In 2003 the Mandela Rhodes Foundation was established to provide scholarships that are open to any young person under the age of thirty from the continent to study an Honours or Masters degree at an institution in South Africa. Tied to the Rhodes Trust, the Mandela Rhodes Foundation (MRF) offers a scholarship covering tuition, living expenses and some conference and travel expenses. The other fork of the programme is a series of development workshops that students undertake throughout the academic year, which in South Africa runs from February to November. In these, the scholars from countries ranging from SA to Rwanda, the Seychelles and Egypt discuss their pasts, their values, their perceptions of one another, and of the combined legacies of the programme. Uncomfortable conversations inevitably arise.


Mandela Rhodes scholars’ discussions of history and privilege dwell on closure, on the incongruity of Mandela’s name beside Rhodes’, their faces appearing side by side on our MRF merchandise. Mandela gets his fair share of critique too. However, in the context of the knowledge economy, we appear to have the moral backing of Mandela’s name and the financial fruit of Rhodes’ legacy. The MRF supports and enables interrogation of this kind. It seeks to develop leadership skills and entrepreneurial spirits in young Africans students, using seed money from the Rhodes Trust to build a financially sturdy Foundation with development its core focus. Mandela Rhodes Scholars are not Rhodes Scholars, though it is perhaps unsurprising that a fair few MRF alumni do go on to become Rhodes Scholars. In Oxford I come across familiar faces and accents from home in unexpected places, coffee shops, the college library, in the Oxford Imps. South Africans abound in Oxford, in my experience more so here than at other UK universities, and our histories are profoundly circular, complex, and confusing. Like the Mandela Rhodes Foundation’s. Like Oxford’s.

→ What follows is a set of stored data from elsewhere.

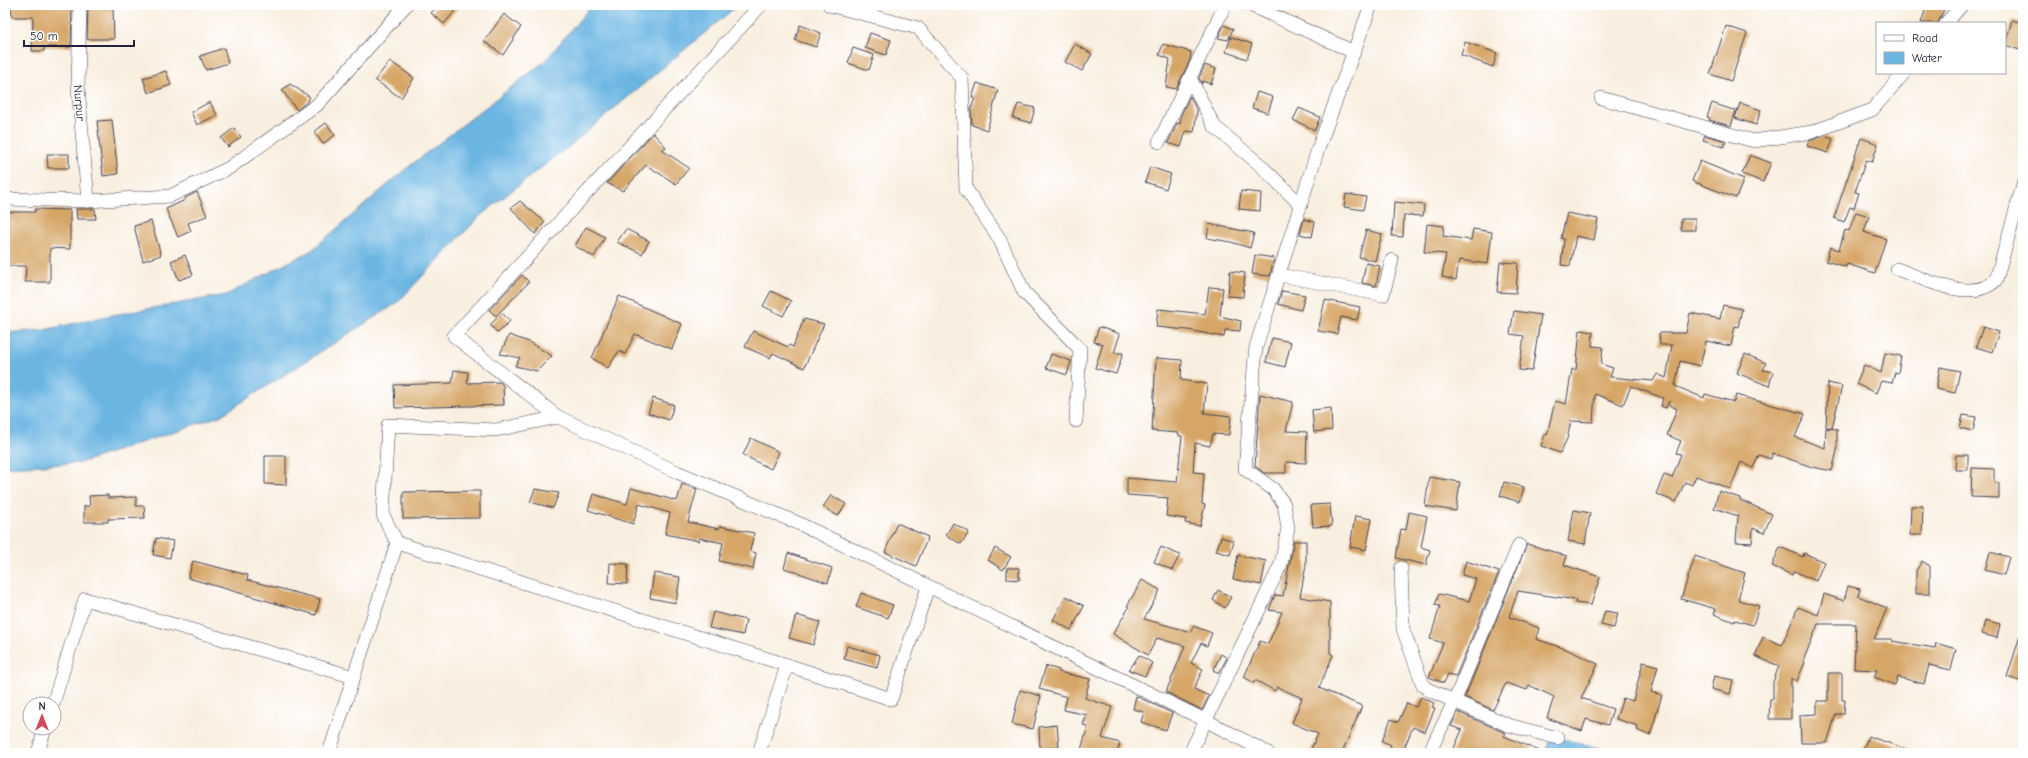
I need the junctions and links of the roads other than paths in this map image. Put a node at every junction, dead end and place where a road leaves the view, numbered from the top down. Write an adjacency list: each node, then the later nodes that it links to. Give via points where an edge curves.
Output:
1 (80, 5): 17 (street, Nurpur, via 78,87)
2 (406, 5): 17 (street, via 317,105 229,168 170,196)
3 (761, 5): 22 (street, via 454,336)
4 (829, 5): 23 (street, via 918,28 962,78 966,189 999,238 1024,292 1080,349)
5 (1225, 5): 12 (street)
6 (1250, 5): 10 (street)
7 (1371, 5): 10 (street)
8 (1961, 5): 9 (street)
9 (1947, 22)
10 (1354, 52): 18 (street, via 1318,148)
11 (1903, 74): 13 (street, via 1872,110 1812,132 1754,141)
12 (1190, 78): 14 (street); 18 (street, via 1214,126 1259,164)
13 (1601, 98)
14 (1158, 142)
15 (2023, 185): 20 (street, via 1996,280 1989,287 1969,291 1953,288)
16 (5, 199): 17 (street)
17 (88, 201)
18 (1301, 205): 21 (street)
19 (1392, 260): 21 (street, via 1383,295)
20 (1897, 269)
21 (1280, 275): 32 (street, via 1256,347 1245,469 1273,489 1284,504 1288,528 1281,564)
22 (558, 417): 24 (street, via 496,430 388,425 383,514); 27 (street, via 677,472 800,524)
23 (1076, 421)
24 (397, 543): 28 (street); 29 (street)
25 (1519, 545): 31 (street)
26 (1401, 568): 31 (street, via 1403,629 1421,680 1427,690)
27 (928, 587): 28 (street, via 891,698); 32 (street)
28 (787, 666): 37 (street)
29 (354, 677): 30 (street, via 85,599); 36 (street)
30 (55, 696)
31 (1454, 702): 34 (street, via 1508,725); 40 (street)
32 (1205, 720): 38 (street); 39 (street)
33 (43, 736): 35 (street)
34 (1558, 738)
35 (38, 753)
36 (329, 753)
37 (759, 753)
38 (1190, 753)
39 (1268, 753)
40 (1430, 753)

Seeking a way to reconcile some of the new questions posed to me by my former scholarship in conversation with my new life in Oxford, I have found Uncomfortable Oxford a natural home to keep asking questions of myself and my privileges, scholarships being amongst these. In Cape Town I learnt to sit with discomfort, to pick at the edges of it, see where it bled, and wait for the poison to eke out. Now, cornered by inquisitive guests during our tours I find that teaching public history in this way allows me a more explorative, narrative approach to the discomfort of my profoundly privileged background. I am required to live in Oxford for three years to complete my DPhil. I cannot live here in perpetual confusion, anger and uncertainty.


The question then is: How can I live in a place that I must, by circumstance, make sufficiently comfortable to call it home, while maintaining a level of discomfort that demands consistent introspection? The answer I’m working on at the moment is: Let’s talk about it.